During 2005 and 2004, the Plan's investments (including gains and losses on
investments bought and sold, as well as held during the year)
appreciated/(depreciated) in value as follows:
2005 2004
---------- ----------
Investments
Common stock $ 82,853 $ 36,741
Mutual funds/Proprietary plan fund 59,269 71,373
Common/collective trust 89 4,371
Brokerage assets (244) 578
---------- ----------
$141,967 $113,063
========== ==========
The Putnam Stable Value Fund is a fully benefit responsive, guaranteed
investment contract fund. The contract is included in these financial
statements at contract value, which approximates fair value, as reported to
the Plan by Mercer Trust Company. There are no reserves against contract
value for credit risk of the contract issuer or otherwise. The average yield
was approximately 4.7% for 2005 and 4.5% for 2004. The weighted average
crediting interest rate was approximately 4.7% at December 31, 2005 and 4.5%
at December 31, 2004.
3. RELATED PARTY TRANSACTIONS
Wells Fargo Bank was trustee of the Plan's General Balanced Fund through March
31, 2005. Mellon Bank, N.A. has been trustee of the Nordstrom Select Funds
since April 1, 2005. Putnam Fiduciary Trust Company was trustee of all assets
of the Plan other than the General Balanced Trust Fund from January 2004 to
December 2004. Effective January 1, 2005, Putnam Fiduciary Trust Company
changed its name to Mercer Trust Company and has been trustee of all assets of
the Plan other than the Nordstrom Select Funds since that date. Accordingly,
Mercer Trust Company, Wells Fargo Bank, and Putnam Fiduciary Trust Company are
each a party-in-interest with respect to the Plan. The Plan has invested in
investment funds managed by Wells Fargo Bank and by affiliates of Mercer Trust
Company and Putnam Fiduciary Trust Company during 2005 and 2004. Transactions
in these investments qualify as exempt party-in-interest transactions because
an independent fiduciary causes the Plan to make these investment decisions.
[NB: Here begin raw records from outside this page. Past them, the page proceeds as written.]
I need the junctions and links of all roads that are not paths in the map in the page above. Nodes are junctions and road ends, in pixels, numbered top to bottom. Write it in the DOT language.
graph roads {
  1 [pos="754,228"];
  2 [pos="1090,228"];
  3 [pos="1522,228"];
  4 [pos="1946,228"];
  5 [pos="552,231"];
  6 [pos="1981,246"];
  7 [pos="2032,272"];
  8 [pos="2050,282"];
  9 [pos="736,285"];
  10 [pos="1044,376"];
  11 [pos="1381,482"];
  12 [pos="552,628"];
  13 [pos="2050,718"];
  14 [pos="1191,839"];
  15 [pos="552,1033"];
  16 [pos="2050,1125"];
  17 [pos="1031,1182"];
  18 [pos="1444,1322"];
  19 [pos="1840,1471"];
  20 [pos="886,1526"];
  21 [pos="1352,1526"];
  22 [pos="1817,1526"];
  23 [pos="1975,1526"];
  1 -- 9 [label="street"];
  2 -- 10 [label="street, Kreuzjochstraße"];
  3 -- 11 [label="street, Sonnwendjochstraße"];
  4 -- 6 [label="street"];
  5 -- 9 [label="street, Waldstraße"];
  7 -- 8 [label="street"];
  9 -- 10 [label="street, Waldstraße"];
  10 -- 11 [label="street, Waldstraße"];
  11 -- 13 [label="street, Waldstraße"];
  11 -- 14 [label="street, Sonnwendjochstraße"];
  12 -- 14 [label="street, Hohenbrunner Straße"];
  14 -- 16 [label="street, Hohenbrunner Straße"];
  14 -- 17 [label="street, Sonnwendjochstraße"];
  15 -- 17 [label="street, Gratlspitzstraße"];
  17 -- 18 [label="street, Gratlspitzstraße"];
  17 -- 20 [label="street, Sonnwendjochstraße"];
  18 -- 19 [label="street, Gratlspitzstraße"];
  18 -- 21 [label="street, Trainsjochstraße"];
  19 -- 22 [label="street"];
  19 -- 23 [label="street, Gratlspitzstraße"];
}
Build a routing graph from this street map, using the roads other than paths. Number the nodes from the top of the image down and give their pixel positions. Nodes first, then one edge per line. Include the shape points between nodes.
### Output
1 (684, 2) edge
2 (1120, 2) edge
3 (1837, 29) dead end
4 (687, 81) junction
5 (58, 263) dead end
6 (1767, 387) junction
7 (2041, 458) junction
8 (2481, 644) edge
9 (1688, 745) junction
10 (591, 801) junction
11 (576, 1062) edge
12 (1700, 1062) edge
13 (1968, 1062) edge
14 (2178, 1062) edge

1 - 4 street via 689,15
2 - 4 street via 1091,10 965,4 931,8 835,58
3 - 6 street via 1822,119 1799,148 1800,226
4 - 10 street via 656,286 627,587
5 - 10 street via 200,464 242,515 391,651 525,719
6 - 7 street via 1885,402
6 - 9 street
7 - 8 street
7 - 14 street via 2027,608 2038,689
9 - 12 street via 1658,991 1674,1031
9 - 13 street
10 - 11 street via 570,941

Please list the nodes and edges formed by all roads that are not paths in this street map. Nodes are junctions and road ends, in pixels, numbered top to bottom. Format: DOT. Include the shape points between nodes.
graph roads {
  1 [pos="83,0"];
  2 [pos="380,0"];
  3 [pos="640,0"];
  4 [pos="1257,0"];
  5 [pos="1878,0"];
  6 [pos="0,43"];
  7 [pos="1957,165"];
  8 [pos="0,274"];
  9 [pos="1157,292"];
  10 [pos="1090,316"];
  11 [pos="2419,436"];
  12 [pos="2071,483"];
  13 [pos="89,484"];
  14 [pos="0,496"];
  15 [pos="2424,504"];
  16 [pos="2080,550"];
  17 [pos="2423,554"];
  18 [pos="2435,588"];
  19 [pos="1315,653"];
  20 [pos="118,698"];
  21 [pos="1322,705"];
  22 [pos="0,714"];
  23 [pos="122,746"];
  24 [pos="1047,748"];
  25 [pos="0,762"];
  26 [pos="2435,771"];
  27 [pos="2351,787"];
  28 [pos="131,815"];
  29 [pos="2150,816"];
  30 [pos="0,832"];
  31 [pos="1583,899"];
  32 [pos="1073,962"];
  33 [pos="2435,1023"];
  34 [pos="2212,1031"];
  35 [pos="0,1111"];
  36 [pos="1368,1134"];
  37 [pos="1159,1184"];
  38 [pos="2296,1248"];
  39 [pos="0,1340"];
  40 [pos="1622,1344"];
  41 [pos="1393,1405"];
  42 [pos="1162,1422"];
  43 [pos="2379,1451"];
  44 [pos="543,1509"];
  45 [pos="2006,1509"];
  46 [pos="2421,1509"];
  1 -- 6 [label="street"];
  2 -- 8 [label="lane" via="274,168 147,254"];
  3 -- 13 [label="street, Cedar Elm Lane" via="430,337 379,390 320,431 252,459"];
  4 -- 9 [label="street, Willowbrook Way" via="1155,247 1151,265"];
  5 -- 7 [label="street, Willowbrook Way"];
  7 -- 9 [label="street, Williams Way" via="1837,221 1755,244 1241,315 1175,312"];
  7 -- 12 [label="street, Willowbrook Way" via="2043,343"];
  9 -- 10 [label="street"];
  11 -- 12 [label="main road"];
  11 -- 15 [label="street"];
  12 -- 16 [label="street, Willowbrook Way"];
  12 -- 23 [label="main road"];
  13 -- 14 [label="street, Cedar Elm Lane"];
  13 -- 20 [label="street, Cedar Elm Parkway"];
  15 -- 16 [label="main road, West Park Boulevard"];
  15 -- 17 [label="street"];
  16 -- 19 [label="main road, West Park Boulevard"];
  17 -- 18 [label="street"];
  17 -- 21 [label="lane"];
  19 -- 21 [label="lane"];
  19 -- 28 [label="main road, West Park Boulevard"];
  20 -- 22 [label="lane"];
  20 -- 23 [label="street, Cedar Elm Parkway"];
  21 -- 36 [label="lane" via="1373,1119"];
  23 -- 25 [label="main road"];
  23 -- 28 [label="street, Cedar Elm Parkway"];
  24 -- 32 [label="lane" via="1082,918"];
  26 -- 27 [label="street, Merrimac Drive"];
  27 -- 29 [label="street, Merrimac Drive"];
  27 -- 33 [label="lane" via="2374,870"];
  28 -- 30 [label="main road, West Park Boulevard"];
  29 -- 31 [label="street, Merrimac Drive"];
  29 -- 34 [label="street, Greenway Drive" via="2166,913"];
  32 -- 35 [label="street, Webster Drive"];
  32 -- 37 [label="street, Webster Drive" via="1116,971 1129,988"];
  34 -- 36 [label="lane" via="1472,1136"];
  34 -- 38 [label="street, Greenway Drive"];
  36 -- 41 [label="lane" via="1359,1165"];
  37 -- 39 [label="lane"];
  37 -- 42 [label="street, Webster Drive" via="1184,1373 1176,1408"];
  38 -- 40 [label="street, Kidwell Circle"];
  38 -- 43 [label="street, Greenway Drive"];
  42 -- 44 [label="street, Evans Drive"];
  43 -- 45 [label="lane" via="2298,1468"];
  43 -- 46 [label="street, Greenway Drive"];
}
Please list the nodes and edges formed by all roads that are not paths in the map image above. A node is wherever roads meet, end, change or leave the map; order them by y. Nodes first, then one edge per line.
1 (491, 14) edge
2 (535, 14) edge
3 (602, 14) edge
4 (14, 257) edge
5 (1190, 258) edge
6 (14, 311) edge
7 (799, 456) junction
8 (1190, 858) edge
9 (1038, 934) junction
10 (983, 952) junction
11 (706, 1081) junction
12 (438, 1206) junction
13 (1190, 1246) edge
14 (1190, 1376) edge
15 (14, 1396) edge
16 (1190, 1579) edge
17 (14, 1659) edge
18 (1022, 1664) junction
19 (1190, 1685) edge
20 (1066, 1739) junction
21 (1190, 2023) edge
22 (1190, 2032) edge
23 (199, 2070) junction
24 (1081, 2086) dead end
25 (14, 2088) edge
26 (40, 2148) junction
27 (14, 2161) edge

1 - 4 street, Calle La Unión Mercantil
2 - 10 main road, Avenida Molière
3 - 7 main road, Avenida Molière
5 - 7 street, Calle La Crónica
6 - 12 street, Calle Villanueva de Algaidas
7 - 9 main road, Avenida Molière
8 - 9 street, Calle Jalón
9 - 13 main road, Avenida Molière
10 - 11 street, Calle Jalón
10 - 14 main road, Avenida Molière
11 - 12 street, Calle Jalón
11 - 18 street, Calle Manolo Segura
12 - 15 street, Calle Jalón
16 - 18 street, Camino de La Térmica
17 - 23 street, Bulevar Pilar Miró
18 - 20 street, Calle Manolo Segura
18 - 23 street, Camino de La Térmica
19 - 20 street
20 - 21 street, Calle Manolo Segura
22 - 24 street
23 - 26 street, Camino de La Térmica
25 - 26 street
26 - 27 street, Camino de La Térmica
Fees paid by the Plan to Wells Fargo Bank, Mellon Bank, Mercer Trust Company,
and Putnam Fiduciary Trust Company amounted to $166, $102, $591, and $204,
respectively, for 2005. Fees paid by the Plan to Wells Fargo Bank and Putnam
Fiduciary Trust Company amounted to $253 and $732, respectively, for 2004.
As the Plan sponsor, the Company is a party-in-interest with respect to the
Plan. The Company's employer contributions to the plan qualify as party-in-
interest transactions. These transactions are exempt party-in-interest
transactions because a fiduciary does not cause the Plan to participate in the
transactions. In addition, miscellaneous reimbursement of direct expenses
paid by the Plan
- 9 -
to the Company for Plan operations and administration amounted to $26 and $72
for 2005 and 2004, respectively.
4. EXCESS CONTRIBUTIONS PAYABLE TO PARTICIPANTS
The Plan is subject to certain compliance requirements of non-discrimination
rules under ERISA and IRS guidelines. For the Plan year ended December 31,
2005, the Plan failed certain of these non-discrimination tests due to lower
levels of contribution participation by non-highly compensated eligible Plan
participants. In order to meet the compliance requirements, in March 2006,
the Plan refunded a portion of the 2005 contributions made by highly
compensated participants. The refund totaled $761 and is recorded as "Excess
contributions payable to participants" in the December 31, 2005 Statement of
Net Assets Available for Benefits. The refund is included in "Benefit payments
to participants" on the Statement of Changes in Net Assets Available for
Benefits for the year ended December 31, 2005. The refund amount includes
approximately $117 of investment earnings.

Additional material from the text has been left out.